(Collected data)

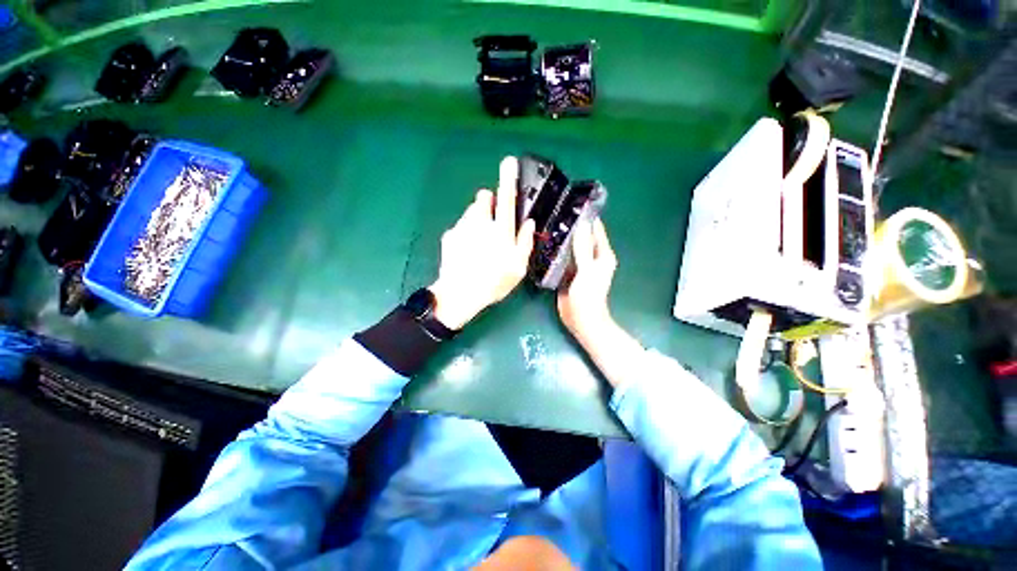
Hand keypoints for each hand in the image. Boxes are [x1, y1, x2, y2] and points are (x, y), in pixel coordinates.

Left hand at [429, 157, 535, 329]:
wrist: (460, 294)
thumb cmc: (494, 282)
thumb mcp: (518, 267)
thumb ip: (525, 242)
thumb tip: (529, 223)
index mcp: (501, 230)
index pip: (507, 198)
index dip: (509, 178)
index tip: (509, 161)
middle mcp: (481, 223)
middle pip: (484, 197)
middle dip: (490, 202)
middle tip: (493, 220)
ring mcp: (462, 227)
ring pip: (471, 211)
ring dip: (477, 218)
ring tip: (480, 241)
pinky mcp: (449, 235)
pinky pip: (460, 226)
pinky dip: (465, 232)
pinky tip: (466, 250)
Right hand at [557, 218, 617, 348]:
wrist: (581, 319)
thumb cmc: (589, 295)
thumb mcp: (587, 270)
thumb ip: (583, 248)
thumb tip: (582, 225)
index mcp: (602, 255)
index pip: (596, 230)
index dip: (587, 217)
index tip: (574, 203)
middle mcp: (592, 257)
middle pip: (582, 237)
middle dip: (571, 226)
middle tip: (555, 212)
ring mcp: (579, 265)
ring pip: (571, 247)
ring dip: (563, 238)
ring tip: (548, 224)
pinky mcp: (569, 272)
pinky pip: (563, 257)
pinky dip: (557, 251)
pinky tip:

What is required - Go through the entries above and count the lines containing the string "middle". Give only that number.

Result - 8